Тренировки были пытками на выносливость: Сержант-инструктор, бывалый рубака с отсутствующим глазом и шрамом через всё лицо с кличкой "Циклоп", не знал слов постепенно или аккуратно. Стойка! Держи! Не шевелись! – и Ронан стоял, вытянув алебарду перед собой, пока мышцы плеч, спины и предплечий не начинали гореть адским пламенем, дрожь не пробирала всё тело, а пот не заливал глаза. Падение оружия, опускание древка – немедленный удар плетью или древком по спине или ногам. Обучение основным ударам проходили стабильно каждый день с утра до вечера. "Циклоп" орал: "Руби! Как дрова! Всей силой! От макушки до промежности!" Тренировались на толстых, мокрых пнях или чучелах, набитых гнилой соломой и тряпьем. Каждый удар должен был быть сокрушающим, вкладывая всю массу тела, идти по дуге от затылка через плечо. Неправильный замах (слишком короткий, слишком длинный) или слабый удар – немедленная коррекция ударом сержантовой палки по суставам. Ладони Ронана быстро стерлись в кровавые месива, мозоли лопались, но палкой заставляли сжимать древко еще крепче.
Боль стала постоянным спутником. "Крюк в пах! Крюк в ноги! Вали с ног!" – резкий, хлесткий взмах снизу вверх, чтобы острием копья или крюком поразить ноги, пах коня или всадника. Требовал ловкости и точности, которой у Ронана не было. Неудачи карались насмешками и принуждением повторять сотни раз, пока ноги не подкашивались. Укол: "Коли! Тыкай! В горло, в глаз, в подмышку!" – резкий выпад вперед всем телом, чтобы вонзить острие копья в щель доспехов. Важно было не застрять. Тренировали на мишенях, а потом – в парах с тупыми наконечниками (которые всё равно калечили). Ронан, по привычке жалея, недодавал укол – и получал ответный тычок древком в лицо от напарника, подгоняемого сержантом. "Сильнее! Глубже! Представь, что это глотка того, кто хочет твоей матери!". Этот крик застревал в мозгу. Строй – Живая Стена: Алебарда – оружие строя. Ронана учили не просто махать ею, а стоять плечом к плечу с другими. Держать линию. Выставлять лес древков против кавалерии. Рубить и колоть синхронно, по команде. Любое нарушение строя, любая потеря дистанции карались коллективно. Если один отставал или ломал строй, били всех.
Это убивало последние остатки индивидуальности: Ты – винтик в машине смерти. Твоя задача – быть там, где приказано, и делать то, что приказано, пока не умрешь.
Если алебарда требовала выносливости и работы на дистанции, то меч был оружием ближнего боя.
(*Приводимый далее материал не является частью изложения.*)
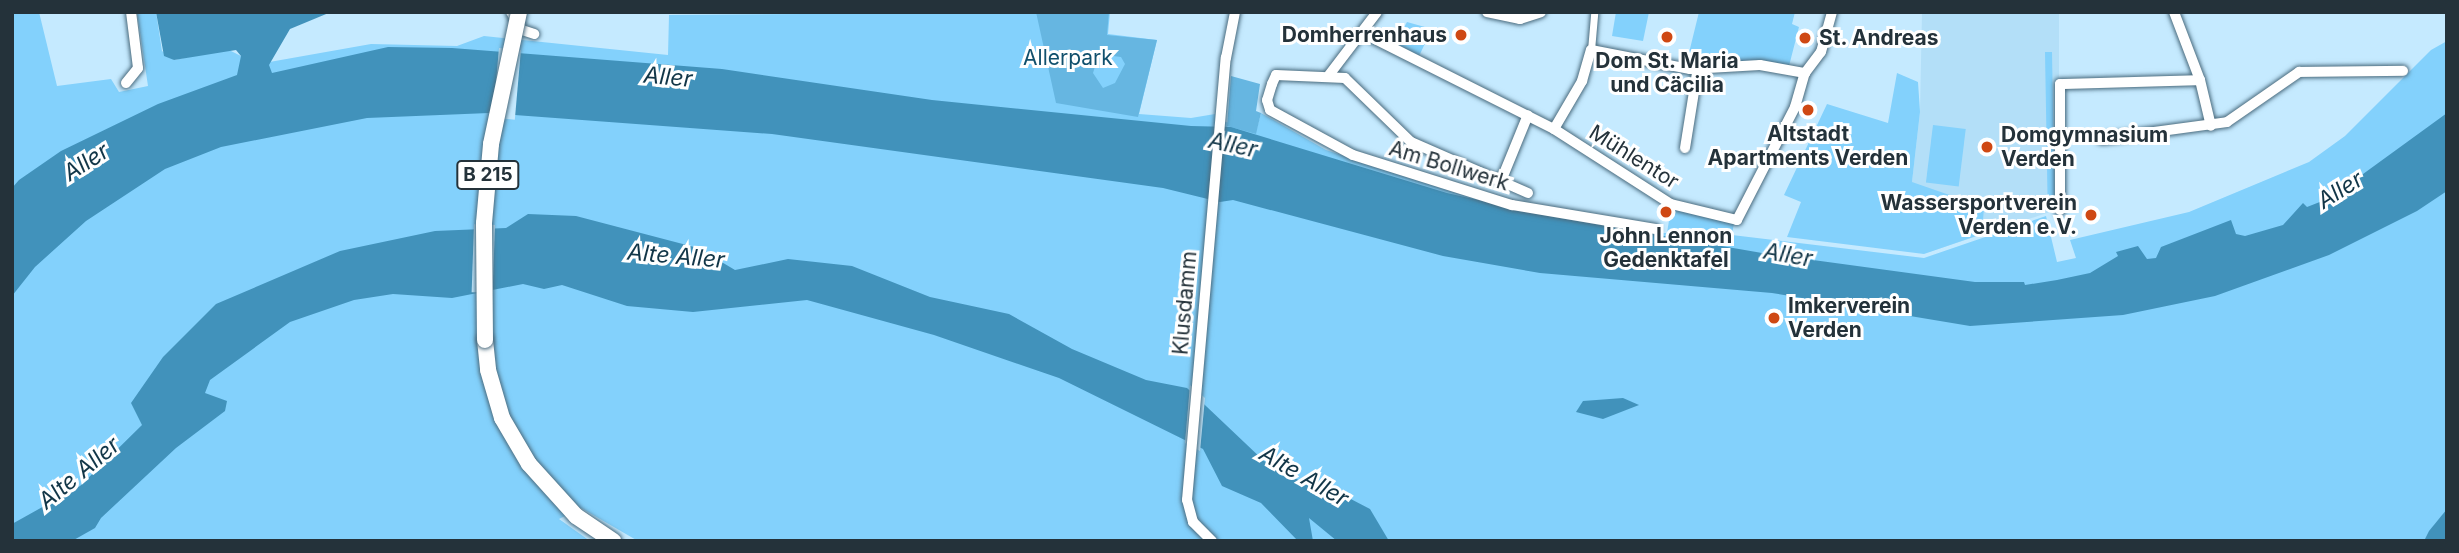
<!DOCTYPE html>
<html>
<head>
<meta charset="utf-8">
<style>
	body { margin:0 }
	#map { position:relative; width:2459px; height:553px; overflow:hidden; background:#c5eaff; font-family:Inter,sans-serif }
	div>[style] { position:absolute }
	.built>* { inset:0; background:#b3dff8 }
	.green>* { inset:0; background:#83d1fc; transform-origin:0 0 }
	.forest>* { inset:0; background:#66b6e1 }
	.water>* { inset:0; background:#4192bb }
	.pier>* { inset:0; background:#c5eaff; transform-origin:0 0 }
	.roads { filter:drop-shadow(0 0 2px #4a6b7e) drop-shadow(0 0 2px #4a6b7e) }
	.pedestrian>* { height:7px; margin:-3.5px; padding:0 3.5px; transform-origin:3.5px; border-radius:3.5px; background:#fff }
	.minor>* { height:10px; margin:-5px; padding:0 5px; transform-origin:5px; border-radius:5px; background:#fff }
	.primary>* { height:16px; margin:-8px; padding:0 8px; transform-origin:8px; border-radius:8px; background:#fff }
	.bridges { filter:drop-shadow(0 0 2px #4a6b7e) drop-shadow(0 0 2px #4a6b7e) }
	.primary-bridge>* { height:16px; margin:-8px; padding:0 8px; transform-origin:8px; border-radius:8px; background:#fff }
	.dots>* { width:19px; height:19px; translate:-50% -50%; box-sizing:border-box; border:4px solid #fff; border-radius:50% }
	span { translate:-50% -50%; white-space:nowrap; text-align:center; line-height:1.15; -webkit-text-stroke:6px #fff; paint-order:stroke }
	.shield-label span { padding:2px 5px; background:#fff; border:2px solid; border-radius:5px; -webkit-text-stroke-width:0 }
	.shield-label { font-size:19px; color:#24323a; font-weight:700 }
	.poi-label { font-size:21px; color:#24323a; font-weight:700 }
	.right { translate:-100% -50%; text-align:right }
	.left { translate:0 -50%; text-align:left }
	.park-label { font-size:21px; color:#10506d }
	.street-label { font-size:21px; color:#24323a }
	.water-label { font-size:23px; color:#123648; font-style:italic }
	.frame { position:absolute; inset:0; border:14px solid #24323a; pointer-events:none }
</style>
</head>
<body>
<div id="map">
	<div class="built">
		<div style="clip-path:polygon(1922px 12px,2059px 12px,2059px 209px,1929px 252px,1912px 182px,1920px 112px)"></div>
	</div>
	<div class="green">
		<div style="clip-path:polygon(12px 12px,39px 12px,57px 86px,111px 79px,119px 92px,148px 86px,137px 12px,156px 12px,162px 51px,174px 60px,227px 49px,241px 56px,241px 67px,371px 44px,457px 46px,484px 36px,668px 55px,669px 15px,1110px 12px,1108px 34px,1157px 40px,1139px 114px,1191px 118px,1215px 114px,1215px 120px,1257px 128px,1261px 113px,1326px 150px,1461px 194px,1662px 233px,1667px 233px,1671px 208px,1734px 223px,1732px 235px,1924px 258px,2046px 216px,2057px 262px,2076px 258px,2070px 240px,2189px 212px,2309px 162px,2345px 136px,2431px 50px,2447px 41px,2447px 541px,638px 541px,581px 508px,559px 519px,590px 541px,12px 541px)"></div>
		<div style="clip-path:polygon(1616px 12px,1649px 12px,1643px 41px,1612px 36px)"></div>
		<div style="clip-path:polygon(1699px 12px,1795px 12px,1792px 24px,1799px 27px,1789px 66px,1726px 61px,1686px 65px)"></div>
		<div style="clip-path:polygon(1407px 22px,1432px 29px,1419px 56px,1395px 44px)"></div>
		<div style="left:2052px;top:52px;width:145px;height:7px;rotate:89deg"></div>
		<div style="clip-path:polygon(1897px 73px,1918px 82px,1920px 112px,1912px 182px,1984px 207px,1982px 234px,1924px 254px,1787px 237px,1801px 202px,1784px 195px,1827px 104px,1888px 123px)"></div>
		<div style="left:1933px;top:125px;width:33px;height:58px;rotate:7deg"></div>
	</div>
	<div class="forest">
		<div style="clip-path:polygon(evenodd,1036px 12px,1109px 12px,1107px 35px,1157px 40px,1138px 117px,1056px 103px,1036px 12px,1105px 55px,1121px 57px,1125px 64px,1115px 83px,1103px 88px,1093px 73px,1098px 57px,1105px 55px)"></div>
		<div style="clip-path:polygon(1231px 76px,1260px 84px,1256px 111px,1261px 113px,1256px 134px,1227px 126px)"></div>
	</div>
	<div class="water">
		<div style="clip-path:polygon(156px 12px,331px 12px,290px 29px,269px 65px,272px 73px,388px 47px,452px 48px,722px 69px,932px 100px,1191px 126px,1231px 127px,1447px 193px,1554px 217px,1762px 253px,1975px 282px,2024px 282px,2025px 285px,2057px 280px,2090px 273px,2118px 256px,2116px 252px,2138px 246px,2147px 259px,2156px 258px,2161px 247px,2231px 220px,2236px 234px,2245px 236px,2283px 225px,2303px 203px,2307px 207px,2330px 198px,2447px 113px,2447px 191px,2417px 211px,2329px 255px,2215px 296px,2123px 315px,1970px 326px,1772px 293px,1540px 273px,1443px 256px,1233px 200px,1220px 202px,1163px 188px,772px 134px,489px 113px,367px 118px,221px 147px,165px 169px,86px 221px,35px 267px,12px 296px,12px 188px,19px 180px,61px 151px,158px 104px,237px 75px,241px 56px,236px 50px,174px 60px,164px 56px)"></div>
		<div style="clip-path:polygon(528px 214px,576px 216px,698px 248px,735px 270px,788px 259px,852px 266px,930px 297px,1009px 314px,1072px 349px,1146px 380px,1187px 388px,1264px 461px,1329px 497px,1345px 496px,1370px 509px,1389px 541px,1337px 541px,1309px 518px,1313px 541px,1298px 541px,1261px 503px,1222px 486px,1203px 449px,1059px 378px,934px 335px,807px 300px,693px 312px,627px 306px,562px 285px,544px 289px,523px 284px,452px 298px,393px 294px,354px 300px,290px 322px,210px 380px,205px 393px,227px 401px,225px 411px,176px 448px,101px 518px,95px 528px,72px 541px,12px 541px,12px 524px,80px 486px,142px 425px,131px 403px,163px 357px,216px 304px,340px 251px,435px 231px,506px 228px)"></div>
		<div style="clip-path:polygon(1623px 398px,1639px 405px,1603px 419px,1576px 412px,1583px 401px)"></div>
		<div style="clip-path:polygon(2447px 509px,2447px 541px,2424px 541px,2429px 531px)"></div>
	</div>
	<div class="pier">
		<div style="left:499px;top:48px;width:22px;height:70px;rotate:5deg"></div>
		<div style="left:495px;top:225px;width:68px;height:21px;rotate:92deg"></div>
		<div style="clip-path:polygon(1190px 385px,1205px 398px,1200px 451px,1185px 443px)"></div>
	</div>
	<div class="roads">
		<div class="pedestrian">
			<div style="left:1591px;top:50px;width:38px;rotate:-85deg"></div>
		</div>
		<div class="minor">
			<div style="left:511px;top:12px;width:21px;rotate:59deg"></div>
			<div style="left:522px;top:30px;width:13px;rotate:18deg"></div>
			<div style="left:1487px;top:12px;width:34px;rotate:12deg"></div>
			<div style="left:1520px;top:19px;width:22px;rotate:-18deg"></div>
			<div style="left:2174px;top:12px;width:73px;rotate:69.1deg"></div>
			<div style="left:2200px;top:80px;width:47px;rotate:76.6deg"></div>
			<div style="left:1363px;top:33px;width:214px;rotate:26.7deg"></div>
			<div style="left:1554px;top:129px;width:139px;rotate:32.7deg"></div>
			<div style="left:1671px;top:204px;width:68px;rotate:13.6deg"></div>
			<div style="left:1737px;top:220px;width:127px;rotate:-62.8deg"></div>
			<div style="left:1795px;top:107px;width:35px;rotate:-74deg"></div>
			<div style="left:1805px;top:73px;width:26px;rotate:-53deg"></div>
			<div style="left:1821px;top:52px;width:41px;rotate:-74.6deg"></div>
			<div style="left:1329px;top:75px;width:79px;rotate:-52.7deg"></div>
			<div style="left:126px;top:83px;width:19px;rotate:-51deg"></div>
			<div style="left:138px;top:68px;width:56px;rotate:-97.1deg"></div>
			<div style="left:1554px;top:129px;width:56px;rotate:-59.7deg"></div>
			<div style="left:1582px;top:81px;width:32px;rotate:-74deg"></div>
			<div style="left:1591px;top:50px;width:101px;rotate:10.9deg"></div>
			<div style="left:1690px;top:69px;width:70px;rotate:-3.3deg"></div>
			<div style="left:1760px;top:65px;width:46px;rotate:10.1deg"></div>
			<div style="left:2102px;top:139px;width:126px;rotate:-7.7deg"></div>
			<div style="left:2227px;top:122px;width:88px;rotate:-34.8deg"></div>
			<div style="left:2299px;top:72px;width:104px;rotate:-0.6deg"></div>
			<div style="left:1685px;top:148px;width:82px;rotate:-80.9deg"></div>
			<div style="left:1501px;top:181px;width:71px;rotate:-67.8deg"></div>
			<div style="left:1528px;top:193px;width:128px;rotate:-156.4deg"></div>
			<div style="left:1411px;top:142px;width:92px;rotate:-135.9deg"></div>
			<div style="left:1345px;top:78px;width:69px;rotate:-177.5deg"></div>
			<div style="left:1276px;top:75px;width:10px;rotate:114deg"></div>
			<div style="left:1272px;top:84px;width:17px;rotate:107deg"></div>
			<div style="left:1267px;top:100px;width:10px;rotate:73deg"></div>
			<div style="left:1270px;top:110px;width:94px;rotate:28.5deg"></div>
			<div style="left:1353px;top:155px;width:167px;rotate:17.5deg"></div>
			<div style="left:1512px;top:205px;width:145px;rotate:9.5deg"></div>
			<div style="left:2060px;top:210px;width:126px;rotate:-90deg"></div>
			<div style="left:2060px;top:84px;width:140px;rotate:-1.6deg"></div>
			<div style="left:1212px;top:541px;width:27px;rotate:-135deg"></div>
			<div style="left:1193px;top:522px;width:23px;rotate:-105deg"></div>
			<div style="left:1187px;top:500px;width:444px;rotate:-85deg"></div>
			<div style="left:1226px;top:58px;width:47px;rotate:-78.9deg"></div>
		</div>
		<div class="primary">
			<div style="left:485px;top:340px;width:30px;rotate:84deg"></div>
			<div style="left:488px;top:370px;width:50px;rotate:73.7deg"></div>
			<div style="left:502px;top:418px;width:53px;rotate:59.6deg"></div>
			<div style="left:529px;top:464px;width:70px;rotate:47.9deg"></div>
			<div style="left:576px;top:516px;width:45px;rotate:34deg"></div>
		</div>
	</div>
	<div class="bridges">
		<div class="primary-bridge">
			<div style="left:485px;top:340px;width:117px;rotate:-90.5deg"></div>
			<div style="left:484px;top:223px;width:79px;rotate:-84.9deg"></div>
			<div style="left:491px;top:144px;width:135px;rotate:-78deg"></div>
		</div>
	</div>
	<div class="dots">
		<div style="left:1461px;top:35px;background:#cf4813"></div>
		<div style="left:1667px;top:37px;background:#cf4813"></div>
		<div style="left:1805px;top:38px;background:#cf4813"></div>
		<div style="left:1808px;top:110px;background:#cf4813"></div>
		<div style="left:1987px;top:147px;background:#cf4813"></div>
		<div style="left:1666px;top:212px;background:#cf4813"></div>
		<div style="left:2091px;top:215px;background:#cf4813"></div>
		<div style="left:1774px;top:318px;background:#cf4813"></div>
	</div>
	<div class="shield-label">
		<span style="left:488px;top:175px">B 215</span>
	</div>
	<div class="poi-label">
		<span class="right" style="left:1447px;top:35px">Domherrenhaus</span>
		<span class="left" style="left:1819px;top:38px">St. Andreas</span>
		<span style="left:1667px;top:73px">Dom St. Maria<br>und Cäcilia</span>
		<span style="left:1808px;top:146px">Altstadt<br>Apartments Verden</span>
		<span class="left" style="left:2001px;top:147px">Domgymnasium<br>Verden</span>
		<span class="right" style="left:2077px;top:215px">Wassersportverein<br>Verden e.V.</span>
		<span style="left:1666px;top:248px">John Lennon<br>Gedenktafel</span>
		<span class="left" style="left:1788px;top:318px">Imkerverein<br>Verden</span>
	</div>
	<div class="park-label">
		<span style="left:1068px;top:58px">Allerpark</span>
	</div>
	<div class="street-label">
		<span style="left:1634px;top:157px;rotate:32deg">Mühlentor</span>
		<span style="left:1449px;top:166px;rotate:17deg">Am Bollwerk</span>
		<span style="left:1185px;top:303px;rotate:-85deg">Klusdamm</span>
	</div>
	<div class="water-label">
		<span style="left:668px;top:77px;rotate:5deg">Aller</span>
		<span style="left:1233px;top:145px;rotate:12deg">Aller</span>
		<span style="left:86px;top:162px;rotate:-33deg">Aller</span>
		<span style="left:2340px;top:190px;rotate:-32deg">Aller</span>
		<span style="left:1788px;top:255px;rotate:10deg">Aller</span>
		<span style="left:676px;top:256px;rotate:5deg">Alte Aller</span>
		<span style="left:79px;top:473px;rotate:-40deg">Alte Aller</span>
		<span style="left:1304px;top:476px;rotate:30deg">Alte Aller</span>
	</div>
	<div class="frame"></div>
</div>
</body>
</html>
Его вес чувствовался иначе – не как длинный рычаг, а как сгусток свинца на конце руки. Носить его на поясе целый день – уже испытание. Сержант-инструктор презирал танцы. Удары учили простые, мощные, сокрушительные. Залогом успеха Основного удара - это вложить вес тела, мощно, как топором. Цель – пробить доспех, сломать кость, отрубить конечность. Тренировались на толстых бревнах, обтянутых кожей.
Каждый удар отдавался болью в запястьях и локтях. Ставить блоки, учили не уворачиваясь, а принимать удар на клинок или лучше на щит если он был. Звон стали, отдающийся болью в костях предплечья, стал привычным. Самые страшные уроки были в спаррингах. Сначала на деревянных муляжах, потом на затупленном железе, но в полную силу. Сержанты натравливали новобранцев друг на друга. Ронан видел страх в глазах противника – такого же парня из деревни. Первые разы он сдерживался. Получал жестокие удары, падал, его пинали. Потом в нем что-то надломилось. Страх за свою жизнь пересилил. Он начал бить первым, бить сильно, бить без жалости. Он видел, как его тупой меч оставляет синяки и ссадины, как противник падает, скуля. И сержант хрипел: "Вот так! Видишь? Жив остался! Запомни: жалость – это самоубийство. Тот, кто жалеет, первым ляжет в грязь!"
Ронан не стал мастером-фехтовальщиком. Он не был самым быстрым или техничным. Но он стал выносливым, как вол. Он мог часами стоять в строю под дождем, держа алебарду наготове. Он мог рубить мечом десятки раз подряд, пока руки не становились ватными, но не выпускал оружия. Он стал безжалостно эффективным. Его удар алебардой ломал кости, его меч рубил глубоко и тяжело. Он усвоил дисциплину – железную, слепую. Встать по команде. Идти туда, куда приказано. Рубить того, на кого укажут. Молчать. Подчиняться. Но цена была чудовищна. Каждый удар палки, каждый крик "Жернова" или "Циклопа", каждый вынужденный удар по товарищу, каждый подавленный порыв помочь, каждый раз, когда он чувствовал, как его внутренний, чувствительный мир сжимается и покрывается ледяной коркой, оставлял глубокую, кровавую трещину в его душе. Добрый, тихий мальчик, любивший море и сказки матери, медленно умирал, замурованный в каменном склепе солдата.
Он понял главное: Мир – это океан, где всё желает съесть тебя. Чтобы не стать добычей, нужно стать самым безжалостным хищником. Чувства – слабость. Мягкость – смерть. Его научили не чувствовать боль других. Его научили причинять боль. Его выковали в орудие. И это орудие теперь ждало только повода выстрелить. Тень войны накрыла его полностью, и в этой тени теплилась лишь искра выживания, освещая путь в бездну.
То, что называлось войной, было не благородным походом, а долгим, гниющим кошмаром. Грязь стала их второй кожей – липкая, холодная, вездесущая грязь траншей, по колено в которой приходилось стоять часами, пока ледяная вода разъедала плоть до костей. Холод пробирал глубже брони, голод был постоянным спутником, выворачивающим кишки. Вши, крысы, трупы – разлагающиеся, распухшие, служившие иногда единственным укрытием от шквального огня или жалкими ступеньками в глиняных стенах окопов.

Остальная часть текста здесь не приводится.